═══ Given records

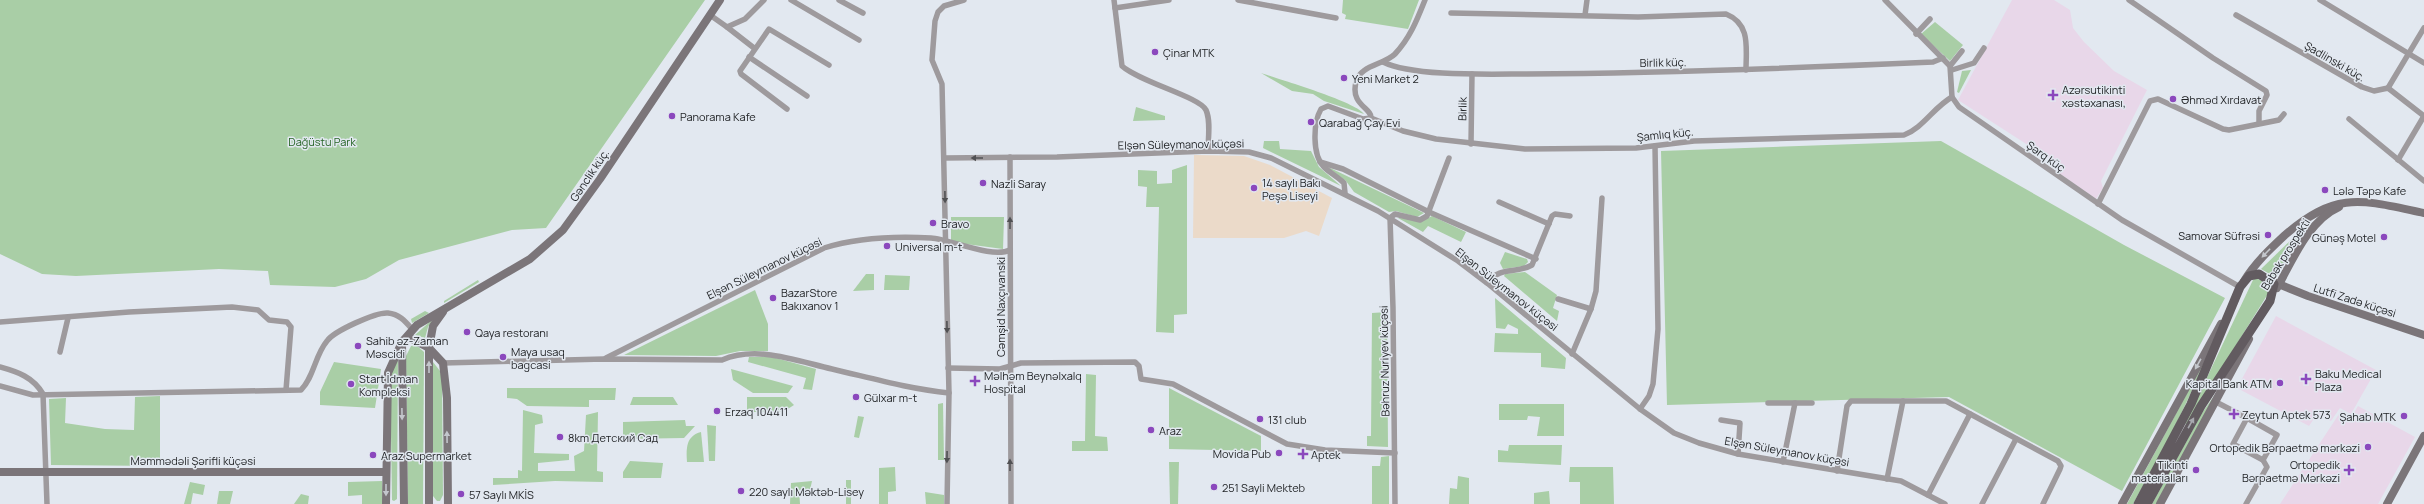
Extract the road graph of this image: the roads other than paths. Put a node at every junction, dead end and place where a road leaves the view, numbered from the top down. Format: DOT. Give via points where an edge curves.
graph roads {
  1 [pos="720,0"];
  2 [pos="764,0"];
  3 [pos="791,0"];
  4 [pos="839,0"];
  5 [pos="964,0"];
  6 [pos="1114,0"];
  7 [pos="1169,0"];
  8 [pos="1238,0"];
  9 [pos="1424,0"];
  10 [pos="1587,0"];
  11 [pos="1886,0"];
  12 [pos="2130,0"];
  13 [pos="2320,0"];
  14 [pos="944,3"];
  15 [pos="1115,8"];
  16 [pos="863,13"];
  17 [pos="1451,14"];
  18 [pos="710,15"];
  19 [pos="1585,15"];
  20 [pos="2236,15"];
  21 [pos="1336,18"];
  22 [pos="1930,19"];
  23 [pos="727,27"];
  24 [pos="2424,28"];
  25 [pos="1916,34"];
  26 [pos="859,40"];
  27 [pos="754,48"];
  28 [pos="1984,48"];
  29 [pos="1962,51"];
  30 [pos="2408,54"];
  31 [pos="749,57"];
  32 [pos="1943,58"];
  33 [pos="1383,62"];
  34 [pos="2424,63"];
  35 [pos="829,65"];
  36 [pos="1951,68"];
  37 [pos="1746,70"];
  38 [pos="1472,74"];
  39 [pos="2388,88"];
  40 [pos="807,96"];
  41 [pos="1952,97"];
  42 [pos="787,108"];
  43 [pos="2284,114"];
  44 [pos="2424,116"];
  45 [pos="1371,118"];
  46 [pos="2349,119"];
  47 [pos="2258,123"];
  48 [pos="1471,144"];
  49 [pos="1655,146"];
  50 [pos="1208,151"];
  51 [pos="1010,157"];
  52 [pos="944,158"];
  53 [pos="1449,158"];
  54 [pos="2398,160"];
  55 [pos="1319,162"];
  56 [pos="2424,181"];
  57 [pos="1345,193"];
  58 [pos="1602,198"];
  59 [pos="1499,202"];
  60 [pos="2362,202"];
  61 [pos="2098,204"];
  62 [pos="1429,212"];
  63 [pos="2424,213"];
  64 [pos="1570,216"];
  65 [pos="1390,218"];
  66 [pos="1549,224"];
  67 [pos="2293,229"];
  68 [pos="2305,240"];
  69 [pos="945,242"];
  70 [pos="1010,250"];
  71 [pos="1536,259"];
  72 [pos="1487,283"];
  73 [pos="2275,283"];
  74 [pos="2242,284"];
  75 [pos="1558,300"];
  76 [pos="2231,306"];
  77 [pos="448,308"];
  78 [pos="1591,309"];
  79 [pos="68,318"];
  80 [pos="2259,321"];
  81 [pos="0,322"];
  82 [pos="415,327"];
  83 [pos="2424,335"];
  84 [pos="402,342"];
  85 [pos="430,348"];
  86 [pos="60,352"];
  87 [pos="1572,354"];
  88 [pos="604,359"];
  89 [pos="443,363"];
  90 [pos="1010,366"];
  91 [pos="0,367"];
  92 [pos="948,368"];
  93 [pos="0,386"];
  94 [pos="286,390"];
  95 [pos="949,393"];
  96 [pos="43,394"];
  97 [pos="1903,401"];
  98 [pos="2216,402"];
  99 [pos="1768,403"];
  100 [pos="1795,403"];
  101 [pos="1812,403"];
  102 [pos="1640,409"];
  103 [pos="1970,414"];
  104 [pos="2247,418"];
  105 [pos="1722,420"];
  106 [pos="2424,436"];
  107 [pos="2016,440"];
  108 [pos="1395,453"];
  109 [pos="1738,454"];
  110 [pos="2169,455"];
  111 [pos="2263,460"];
  112 [pos="1783,462"];
  113 [pos="45,471"];
  114 [pos="1837,471"];
  115 [pos="0,472"];
  116 [pos="386,472"];
  117 [pos="1887,479"];
  118 [pos="1928,495"];
  119 [pos="47,504"];
  120 [pos="386,504"];
  121 [pos="404,504"];
  122 [pos="429,504"];
  123 [pos="448,504"];
  124 [pos="946,504"];
  125 [pos="1011,504"];
  126 [pos="1395,504"];
  127 [pos="1945,504"];
  128 [pos="1982,504"];
  129 [pos="2043,504"];
  130 [pos="2122,504"];
  131 [pos="2138,504"];
  132 [pos="2147,504"];
  133 [pos="2160,504"];
  134 [pos="2246,504"];
  135 [pos="2387,504"];
  1 -- 18 [label="main road, Gənclik küç."];
  2 -- 23 [label="street" via="745,19"];
  3 -- 26 [label="street"];
  4 -- 16 [label="street"];
  5 -- 14 [label="street"];
  6 -- 15 [label="street"];
  7 -- 15 [label="street"];
  8 -- 21 [label="street"];
  9 -- 33 [label="street" via="1410,34 1395,54"];
  10 -- 19 [label="street"];
  11 -- 25 [label="street"];
  12 -- 47 [label="street" via="2213,58 2266,91"];
  13 -- 30 [label="street"];
  14 -- 52 [label="street" via="935,21 932,56 942,84"];
  15 -- 50 [label="street" via="1122,66 1153,84 1194,99 1203,106 1208,121"];
  17 -- 19 [label="street"];
  18 -- 23 [label="street"];
  18 -- 77 [label="main road, Gənclik küç." via="563,230 530,259"];
  19 -- 37 [label="street" via="1732,16 1745,31"];
  20 -- 39 [label="street, Şadlinski küç." via="2362,87 2374,91"];
  22 -- 25 [label="street"];
  23 -- 27 [label="street"];
  24 -- 30 [label="street"];
  25 -- 32 [label="street"];
  27 -- 31 [label="street"];
  27 -- 35 [label="street" via="768,29 772,29"];
  28 -- 36 [label="street" via="1974,63"];
  29 -- 36 [label="street"];
  30 -- 34 [label="street"];
  30 -- 39 [label="street"];
  31 -- 40 [label="street"];
  31 -- 42 [label="street" via="740,71 741,74"];
  32 -- 36 [label="street"];
  32 -- 37 [label="street, Birlik küç." via="1933,62"];
  33 -- 38 [label="street, Birlik küç." via="1398,68"];
  33 -- 45 [label="street" via="1366,69 1356,81 1357,100 1370,113"];
  36 -- 41 [label="street"];
  37 -- 38 [label="street, Birlik küç."];
  38 -- 48 [label="street, Birlik"];
  39 -- 44 [label="street"];
  41 -- 49 [label="street, Şamlıq küç." via="1938,105 1914,129 1904,135 1694,141"];
  41 -- 61 [label="street, Şərq küç" via="1964,110"];
  43 -- 47 [label="street" via="2279,120"];
  44 -- 54 [label="street"];
  45 -- 48 [label="street, Şamlıq küç." via="1418,135"];
  45 -- 55 [label="street, Şamlıq küç." via="1363,119 1328,106 1321,109 1317,118 1316,140"];
  46 -- 54 [label="street"];
  47 -- 61 [label="street" via="2223,129 2158,99 2150,101"];
  48 -- 49 [label="street, Şamlıq küç." via="1547,149"];
  49 -- 102 [label="street" via="1658,329 1653,384"];
  50 -- 51 [label="street, Elşən Süleymanov küçəsi"];
  50 -- 57 [label="street, Elşən Süleymanov küçəsi" via="1249,152 1271,158"];
  51 -- 52 [label="street, Elşən Süleymanov küçəsi, one-way"];
  70 -- 51 [label="street, Cəmşid Naxçıvanski, one-way"];
  52 -- 69 [label="street, one-way"];
  53 -- 62 [label="street"];
  54 -- 56 [label="street"];
  55 -- 57 [label="street" via="1344,183"];
  55 -- 62 [label="street" via="1343,169"];
  57 -- 65 [label="street, Elşən Süleymanov küçəsi"];
  58 -- 78 [label="street" via="1596,291"];
  59 -- 66 [label="street"];
  60 -- 63 [label="main road"];
  60 -- 67 [label="main road, Babək prospekti" via="2328,206"];
  60 -- 68 [label="main road, Babək prospekti" via="2337,208 2327,214"];
  61 -- 74 [label="street, Şərq küç"];
  62 -- 65 [label="street" via="1422,220 1397,214"];
  62 -- 71 [label="street"];
  64 -- 66 [label="street" via="1555,214"];
  65 -- 72 [label="street, Elşən Süleymanov küçəsi"];
  65 -- 108 [label="street, Bəhruz Nuriyev küçəsi"];
  66 -- 71 [label="street"];
  67 -- 68 [label="main road" via="2303,230"];
  67 -- 74 [label="main road, Babək prospekti, one-way" via="2258,262"];
  68 -- 73 [label="main road, Babək prospekti"];
  69 -- 70 [label="street, Elşən Süleymanov küçəsi" via="998,252"];
  69 -- 88 [label="street, Elşən Süleymanov küçəsi" via="933,238 874,238 856,239 824,248"];
  69 -- 92 [label="street, one-way"];
  70 -- 90 [label="street, Cəmşid Naxçıvanski"];
  71 -- 72 [label="street" via="1527,268 1498,272"];
  72 -- 87 [label="street, Elşən Süleymanov küçəsi"];
  73 -- 74 [label="main road, Babək prospekti" via="2256,274 2249,276"];
  73 -- 80 [label="main road, Babək prospekti" via="2270,301"];
  73 -- 83 [label="main road, Lutfi Zadə küçəsi"];
  74 -- 76 [label="main road, Babək prospekti"];
  75 -- 78 [label="street"];
  76 -- 110 [label="main road, Babək prospekti"];
  76 -- 130 [label="main road, Babək prospekti, one-way"];
  77 -- 82 [label="main road, Gənclik küç."];
  77 -- 85 [label="main road" via="440,314 433,326"];
  78 -- 87 [label="street"];
  79 -- 81 [label="street"];
  79 -- 86 [label="street"];
  79 -- 94 [label="street" via="232,307 258,310 266,319 287,322 291,327"];
  80 -- 98 [label="main road, Babək prospekti"];
  110 -- 80 [label="main road, Babək prospekti, one-way"];
  82 -- 84 [label="main road"];
  82 -- 94 [label="street" via="399,316 387,313 378,314 336,332 322,346 302,390"];
  84 -- 85 [label="main road" via="410,338"];
  84 -- 116 [label="main road" via="389,366 387,379"];
  84 -- 121 [label="main road, one-way"];
  85 -- 89 [label="main road"];
  122 -- 85 [label="main road, one-way"];
  87 -- 102 [label="street, Elşən Süleymanov küçəsi"];
  88 -- 89 [label="street, Elşən Süleymanov küçəsi"];
  88 -- 95 [label="street, Elşən Süleymanov küçəsi" via="722,360 740,354 769,355 923,391"];
  123 -- 89 [label="main road, one-way" via="447,398"];
  90 -- 92 [label="street" via="1000,369"];
  90 -- 108 [label="street" via="1021,362 1135,362 1139,366 1141,379 1173,384 1287,444 1324,450"];
  125 -- 90 [label="street, Cəmşid Naxçıvanski, one-way"];
  91 -- 96 [label="street" via="23,374 38,386"];
  92 -- 95 [label="street"];
  93 -- 96 [label="street" via="33,395"];
  94 -- 96 [label="street"];
  95 -- 124 [label="street, one-way"];
  96 -- 113 [label="street"];
  97 -- 103 [label="street" via="1946,402"];
  97 -- 114 [label="street" via="1850,402"];
  97 -- 117 [label="street"];
  98 -- 104 [label="street"];
  98 -- 133 [label="main road, Babək prospekti"];
  99 -- 100 [label="street"];
  100 -- 101 [label="street"];
  100 -- 112 [label="street"];
  102 -- 109 [label="street, Elşən Süleymanov küçəsi" via="1682,437"];
  103 -- 107 [label="street"];
  103 -- 118 [label="street"];
  104 -- 111 [label="street" via="2277,435"];
  104 -- 111 [label="street" via="2233,444"];
  105 -- 109 [label="street" via="1740,423"];
  106 -- 135 [label="main road"];
  107 -- 128 [label="street"];
  107 -- 129 [label="street" via="2060,463 2060,469"];
  108 -- 126 [label="street, Bəhruz Nuriyev küçəsi"];
  109 -- 112 [label="street, Elşən Süleymanov küçəsi"];
  110 -- 131 [label="main road, Babək prospekti"];
  110 -- 132 [label="main road, Babək prospekti"];
  111 -- 134 [label="street" via="2267,467"];
  112 -- 114 [label="street, Elşən Süleymanov küçəsi"];
  113 -- 115 [label="main road, Məmmədəli Şərifli küçəsi"];
  113 -- 116 [label="main road, Məmmədəli Şərifli küçəsi"];
  113 -- 119 [label="street"];
  114 -- 117 [label="street, Elşən Süleymanov küçəsi"];
  116 -- 120 [label="main road, one-way"];
  117 -- 118 [label="street, Elşən Süleymanov küçəsi" via="1905,483"];
  118 -- 127 [label="street, Elşən Süleymanov küçəsi"];
}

══════

Task to complete: Above are some records. Report the number of their lines that include "Şərifli", and add nothing else.

Response to the exercise: 2